TASK OBJECTIVE: Please return each line of the listing exactly as given.

TASK DATA:

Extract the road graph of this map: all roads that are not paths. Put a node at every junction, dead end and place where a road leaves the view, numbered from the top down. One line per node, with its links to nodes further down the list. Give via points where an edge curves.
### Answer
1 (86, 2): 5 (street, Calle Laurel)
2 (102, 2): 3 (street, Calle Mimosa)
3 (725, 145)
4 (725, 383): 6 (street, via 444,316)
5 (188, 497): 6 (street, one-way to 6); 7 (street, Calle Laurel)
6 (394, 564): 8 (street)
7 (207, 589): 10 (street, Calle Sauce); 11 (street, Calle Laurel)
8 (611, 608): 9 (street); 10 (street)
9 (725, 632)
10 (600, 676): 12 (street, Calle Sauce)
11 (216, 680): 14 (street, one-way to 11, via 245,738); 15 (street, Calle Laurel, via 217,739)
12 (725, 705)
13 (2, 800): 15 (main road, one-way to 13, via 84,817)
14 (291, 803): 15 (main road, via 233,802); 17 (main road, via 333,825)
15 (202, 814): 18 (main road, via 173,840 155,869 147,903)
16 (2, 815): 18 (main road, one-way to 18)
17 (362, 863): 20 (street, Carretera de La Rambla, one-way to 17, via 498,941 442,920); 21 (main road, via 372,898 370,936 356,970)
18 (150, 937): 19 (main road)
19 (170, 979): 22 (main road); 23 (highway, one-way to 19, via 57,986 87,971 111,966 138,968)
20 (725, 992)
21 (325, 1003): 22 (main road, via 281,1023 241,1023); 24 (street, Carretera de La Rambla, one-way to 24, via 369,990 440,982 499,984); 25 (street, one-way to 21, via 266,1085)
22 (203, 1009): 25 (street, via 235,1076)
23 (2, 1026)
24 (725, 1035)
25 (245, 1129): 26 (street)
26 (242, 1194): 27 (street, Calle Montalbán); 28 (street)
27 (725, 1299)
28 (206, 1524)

TASK ANSWER:
Extract the road graph of this map: all roads that are not paths. Put a node at every junction, dead end and place where a road leaves the view, numbered from the top down. One line per node, with its links to nodes further down the list. Give via points where an edge curves.
### Answer
1 (86, 2): 5 (street, Calle Laurel)
2 (102, 2): 3 (street, Calle Mimosa)
3 (725, 145)
4 (725, 383): 6 (street, via 444,316)
5 (188, 497): 6 (street, one-way to 6); 7 (street, Calle Laurel)
6 (394, 564): 8 (street)
7 (207, 589): 10 (street, Calle Sauce); 11 (street, Calle Laurel)
8 (611, 608): 9 (street); 10 (street)
9 (725, 632)
10 (600, 676): 12 (street, Calle Sauce)
11 (216, 680): 14 (street, one-way to 11, via 245,738); 15 (street, Calle Laurel, via 217,739)
12 (725, 705)
13 (2, 800): 15 (main road, one-way to 13, via 84,817)
14 (291, 803): 15 (main road, via 233,802); 17 (main road, via 333,825)
15 (202, 814): 18 (main road, via 173,840 155,869 147,903)
16 (2, 815): 18 (main road, one-way to 18)
17 (362, 863): 20 (street, Carretera de La Rambla, one-way to 17, via 498,941 442,920); 21 (main road, via 372,898 370,936 356,970)
18 (150, 937): 19 (main road)
19 (170, 979): 22 (main road); 23 (highway, one-way to 19, via 57,986 87,971 111,966 138,968)
20 (725, 992)
21 (325, 1003): 22 (main road, via 281,1023 241,1023); 24 (street, Carretera de La Rambla, one-way to 24, via 369,990 440,982 499,984); 25 (street, one-way to 21, via 266,1085)
22 (203, 1009): 25 (street, via 235,1076)
23 (2, 1026)
24 (725, 1035)
25 (245, 1129): 26 (street)
26 (242, 1194): 27 (street, Calle Montalbán); 28 (street)
27 (725, 1299)
28 (206, 1524)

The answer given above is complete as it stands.